● **TRY IT**:
Every line of the entries below that carries the string "Sokak" should be copied.

[Saved data entries]
- - - - - - -

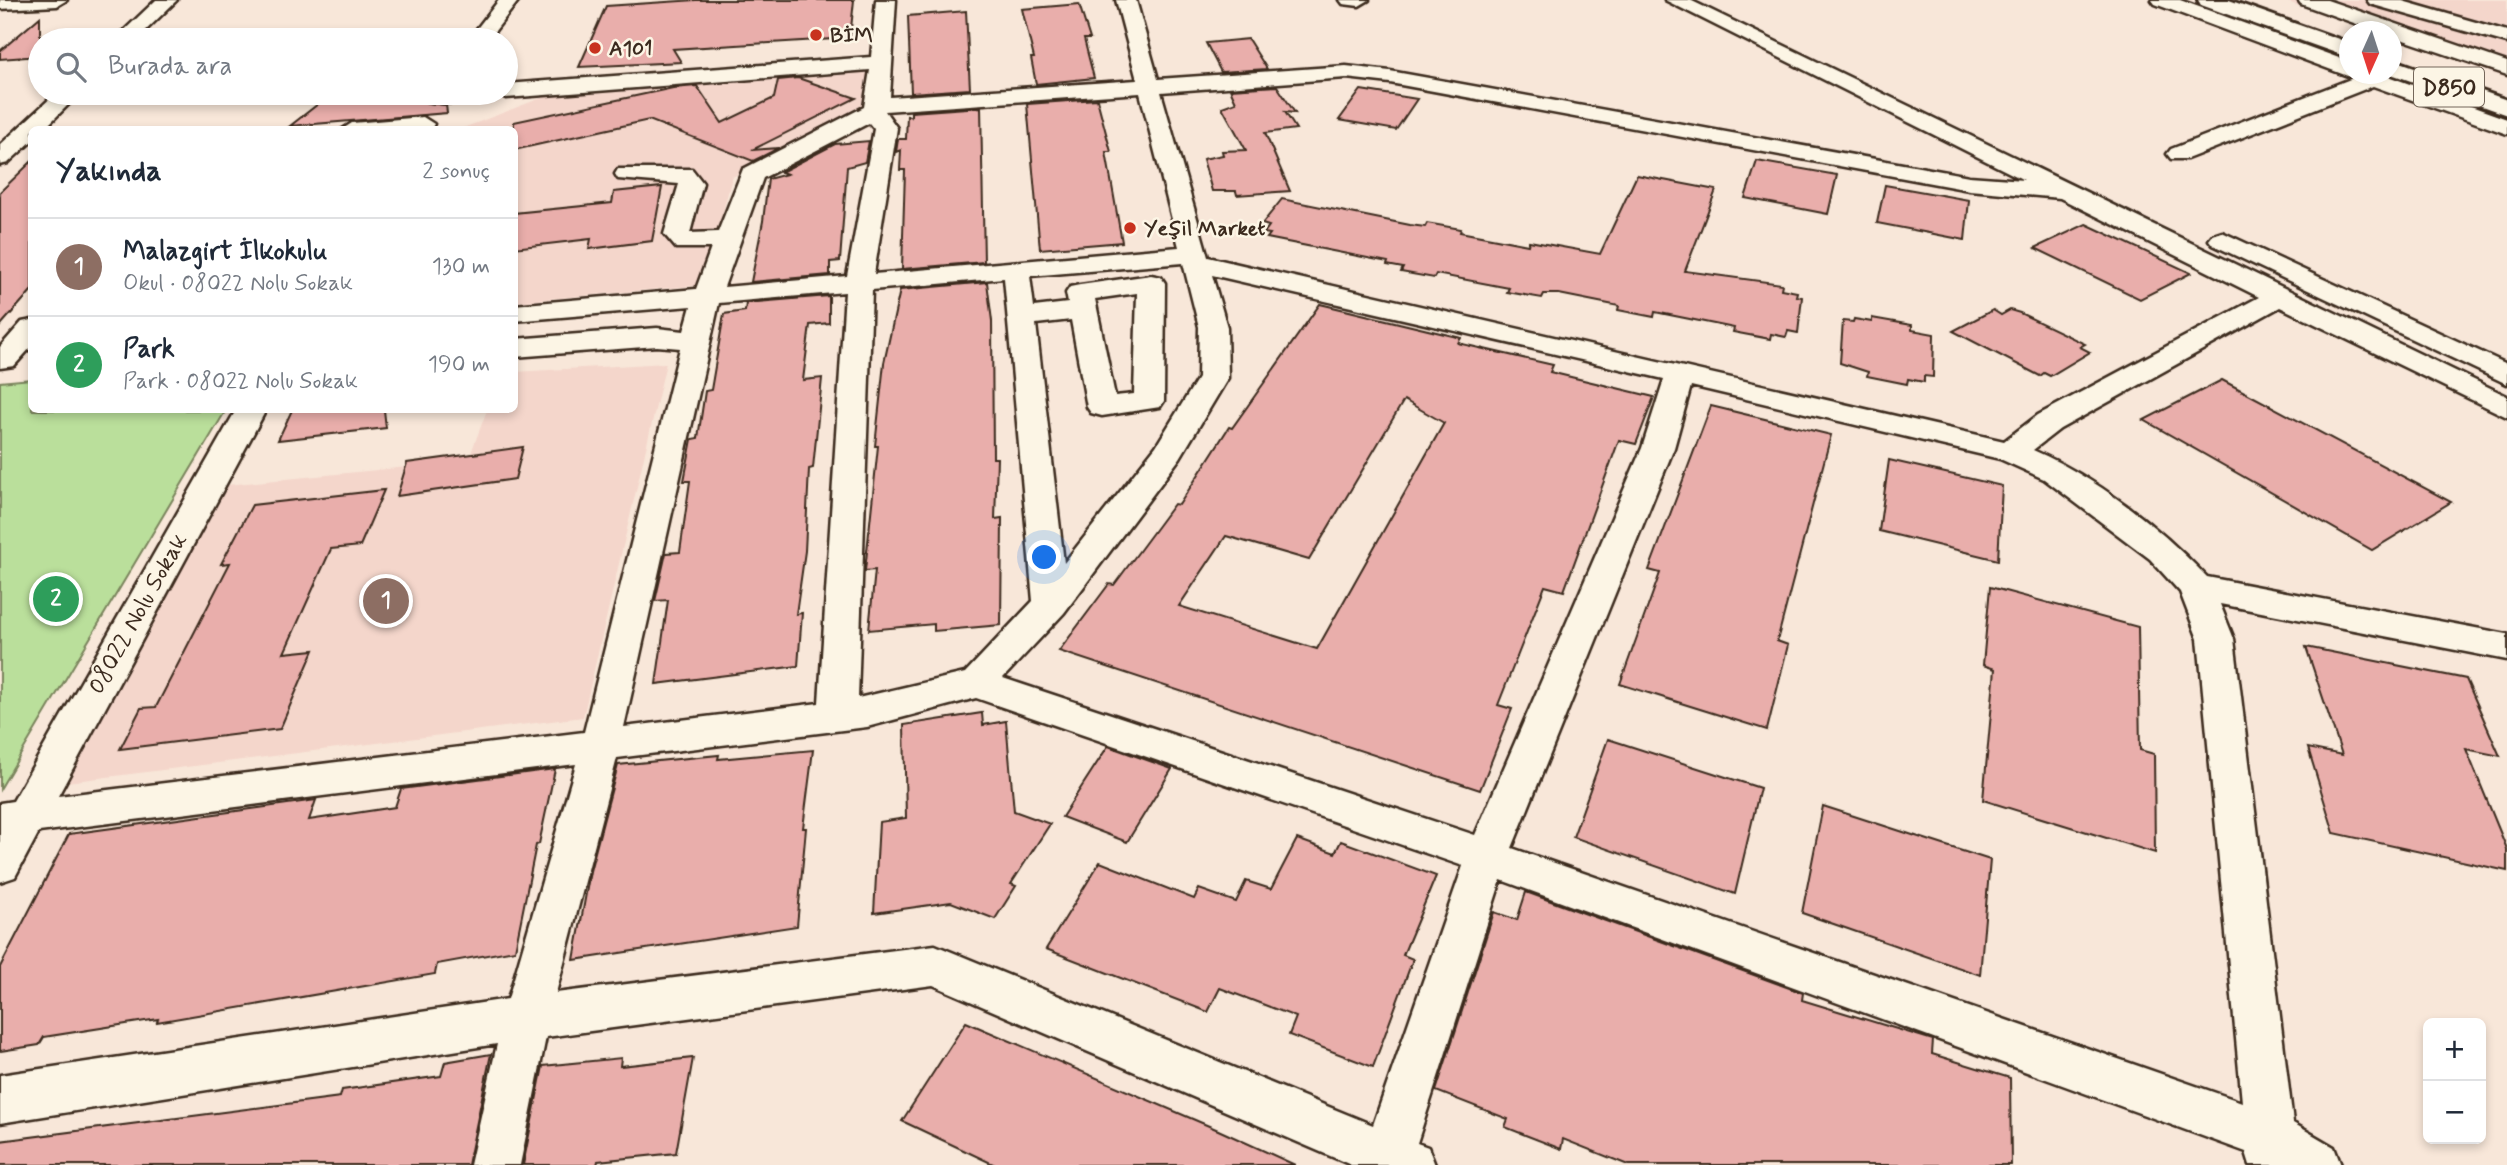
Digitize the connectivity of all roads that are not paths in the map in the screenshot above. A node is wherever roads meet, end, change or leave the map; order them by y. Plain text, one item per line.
1 (57, 0) edge
2 (167, 0) edge
3 (509, 0) edge
4 (886, 0) edge
5 (1126, 0) edge
6 (1350, 0) edge
7 (1359, 0) edge
8 (1675, 0) edge
9 (1715, 0) edge
10 (2162, 0) edge
11 (2208, 0) edge
12 (2249, 0) edge
13 (2308, 0) edge
14 (2377, 0) edge
15 (0, 3) edge
16 (2342, 5) edge
17 (137, 28) edge
18 (487, 28) edge
19 (2339, 31) edge
20 (2507, 37) edge
21 (2339, 47) edge
22 (2402, 52) edge
23 (880, 56) junction
24 (2339, 65) edge
25 (600, 69) dead end
26 (2506, 73) edge
27 (2402, 80) edge
28 (2349, 84) edge
29 (2402, 84) edge
30 (1150, 85) junction
31 (518, 90) edge
32 (56, 105) edge
33 (431, 105) edge
34 (2507, 108) edge
35 (875, 109) junction
36 (33, 126) edge
37 (422, 126) edge
38 (2507, 127) edge
39 (28, 131) edge
40 (28, 153) edge
41 (2179, 154) dead end
42 (1, 156) edge
43 (627, 174) dead end
44 (2118, 191) dead end
45 (2071, 192) junction
46 (2205, 232) dead end
47 (726, 239) junction
48 (1195, 258) junction
49 (1016, 269) junction
50 (859, 283) junction
51 (707, 295) junction
52 (2281, 296) junction
53 (1084, 310) dead end
54 (518, 313) edge
55 (1021, 317) junction
56 (28, 334) edge
57 (696, 341) junction
58 (518, 348) edge
59 (12, 360) edge
60 (1680, 374) junction
61 (2507, 375) edge
62 (2507, 408) edge
63 (249, 413) edge
64 (2010, 452) junction
65 (2196, 587) junction
66 (1051, 604) junction
67 (2507, 647) edge
68 (977, 684) junction
69 (838, 714) junction
70 (601, 744) junction
71 (12, 819) edge
72 (1487, 857) junction
73 (0, 864) edge
74 (526, 1018) junction
75 (0, 1099) edge
76 (2271, 1151) edge
77 (1380, 1157) edge
78 (495, 1165) edge
79 (2316, 1165) edge

1 - 15 street
2 - 17 street
3 - 18 street
4 - 23 street
5 - 30 street
6 - 7 street
8 - 45 street
9 - 44 street
10 - 24 street
11 - 21 highway
12 - 19 highway
13 - 16 street
14 - 20 street
16 - 26 street
22 - 26 highway, D850
23 - 25 street
23 - 31 street
23 - 35 street
27 - 34 highway, D850
28 - 41 street
29 - 38 street
30 - 35 street
30 - 45 street
30 - 48 street
32 - 36 street
33 - 37 street
35 - 47 street
35 - 50 street
39 - 42 street
40 - 42 street
43 - 47 street
45 - 52 street
46 - 61 street
47 - 51 street
48 - 49 street
48 - 60 street
48 - 66 street
49 - 50 street
49 - 55 street
50 - 51 street
50 - 69 street
51 - 54 street
51 - 57 street
52 - 62 street
52 - 64 street
53 - 55 street
55 - 66 street
56 - 59 street
57 - 58 street
57 - 70 street
60 - 64 street
60 - 72 street
63 - 71 street, 08022 Nolu Sokak
64 - 65 street
65 - 67 street
65 - 76 street
66 - 68 street
68 - 69 street
68 - 72 street
69 - 70 street
70 - 71 street
70 - 74 street
71 - 73 street, 08022 Nolu Sokak
72 - 76 street
72 - 77 street
74 - 75 street
74 - 77 street
74 - 78 street
76 - 79 street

- - - - - - -

● **WRITTEN ANSWER**:
63 - 71 street, 08022 Nolu Sokak
71 - 73 street, 08022 Nolu Sokak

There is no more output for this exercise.